-- Opening Marker --
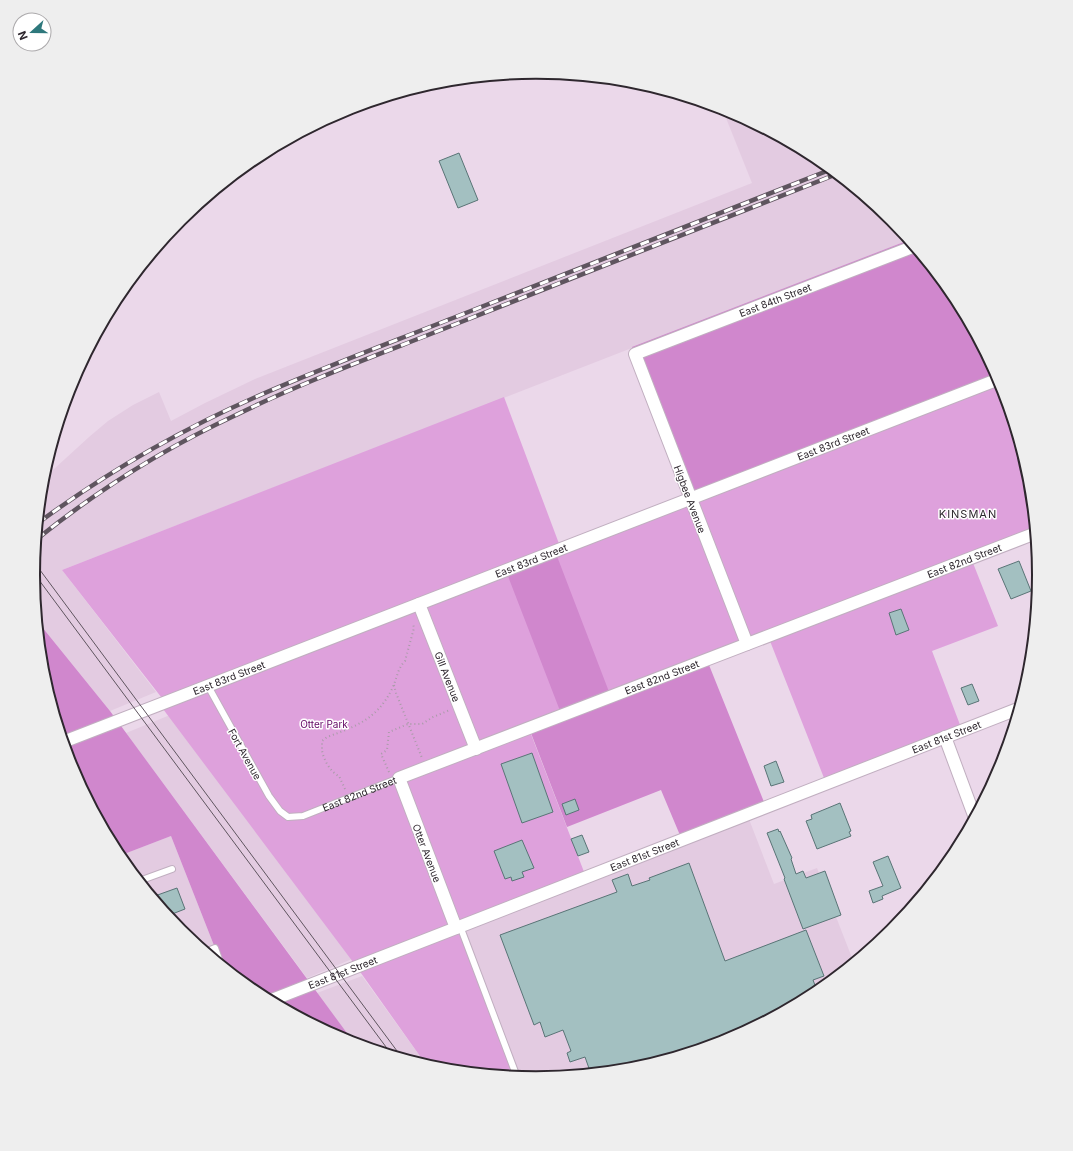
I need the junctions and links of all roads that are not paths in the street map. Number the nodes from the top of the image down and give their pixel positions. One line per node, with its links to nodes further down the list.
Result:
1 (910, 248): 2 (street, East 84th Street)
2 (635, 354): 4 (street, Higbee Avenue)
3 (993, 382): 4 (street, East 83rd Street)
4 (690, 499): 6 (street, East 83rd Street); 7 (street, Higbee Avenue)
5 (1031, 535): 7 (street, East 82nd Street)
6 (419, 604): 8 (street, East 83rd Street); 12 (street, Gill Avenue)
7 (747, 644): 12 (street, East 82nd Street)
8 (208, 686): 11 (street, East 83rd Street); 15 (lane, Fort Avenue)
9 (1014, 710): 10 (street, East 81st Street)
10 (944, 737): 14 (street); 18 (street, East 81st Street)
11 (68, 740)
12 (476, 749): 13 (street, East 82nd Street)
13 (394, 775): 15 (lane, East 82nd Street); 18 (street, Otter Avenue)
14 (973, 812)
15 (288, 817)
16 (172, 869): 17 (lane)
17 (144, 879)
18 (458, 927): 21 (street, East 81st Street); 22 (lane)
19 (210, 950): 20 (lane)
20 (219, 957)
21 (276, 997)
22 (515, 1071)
-- Closing Marker --
> [WHAT IS NEEDED]:
All entries above should be printed exactly, though without their pictures.

> [OUTPUT BELOW]:
I need the junctions and links of all roads that are not paths in the street map. Number the nodes from the top of the image down and give their pixel positions. One line per node, with its links to nodes further down the list.
Result:
1 (910, 248): 2 (street, East 84th Street)
2 (635, 354): 4 (street, Higbee Avenue)
3 (993, 382): 4 (street, East 83rd Street)
4 (690, 499): 6 (street, East 83rd Street); 7 (street, Higbee Avenue)
5 (1031, 535): 7 (street, East 82nd Street)
6 (419, 604): 8 (street, East 83rd Street); 12 (street, Gill Avenue)
7 (747, 644): 12 (street, East 82nd Street)
8 (208, 686): 11 (street, East 83rd Street); 15 (lane, Fort Avenue)
9 (1014, 710): 10 (street, East 81st Street)
10 (944, 737): 14 (street); 18 (street, East 81st Street)
11 (68, 740)
12 (476, 749): 13 (street, East 82nd Street)
13 (394, 775): 15 (lane, East 82nd Street); 18 (street, Otter Avenue)
14 (973, 812)
15 (288, 817)
16 (172, 869): 17 (lane)
17 (144, 879)
18 (458, 927): 21 (street, East 81st Street); 22 (lane)
19 (210, 950): 20 (lane)
20 (219, 957)
21 (276, 997)
22 (515, 1071)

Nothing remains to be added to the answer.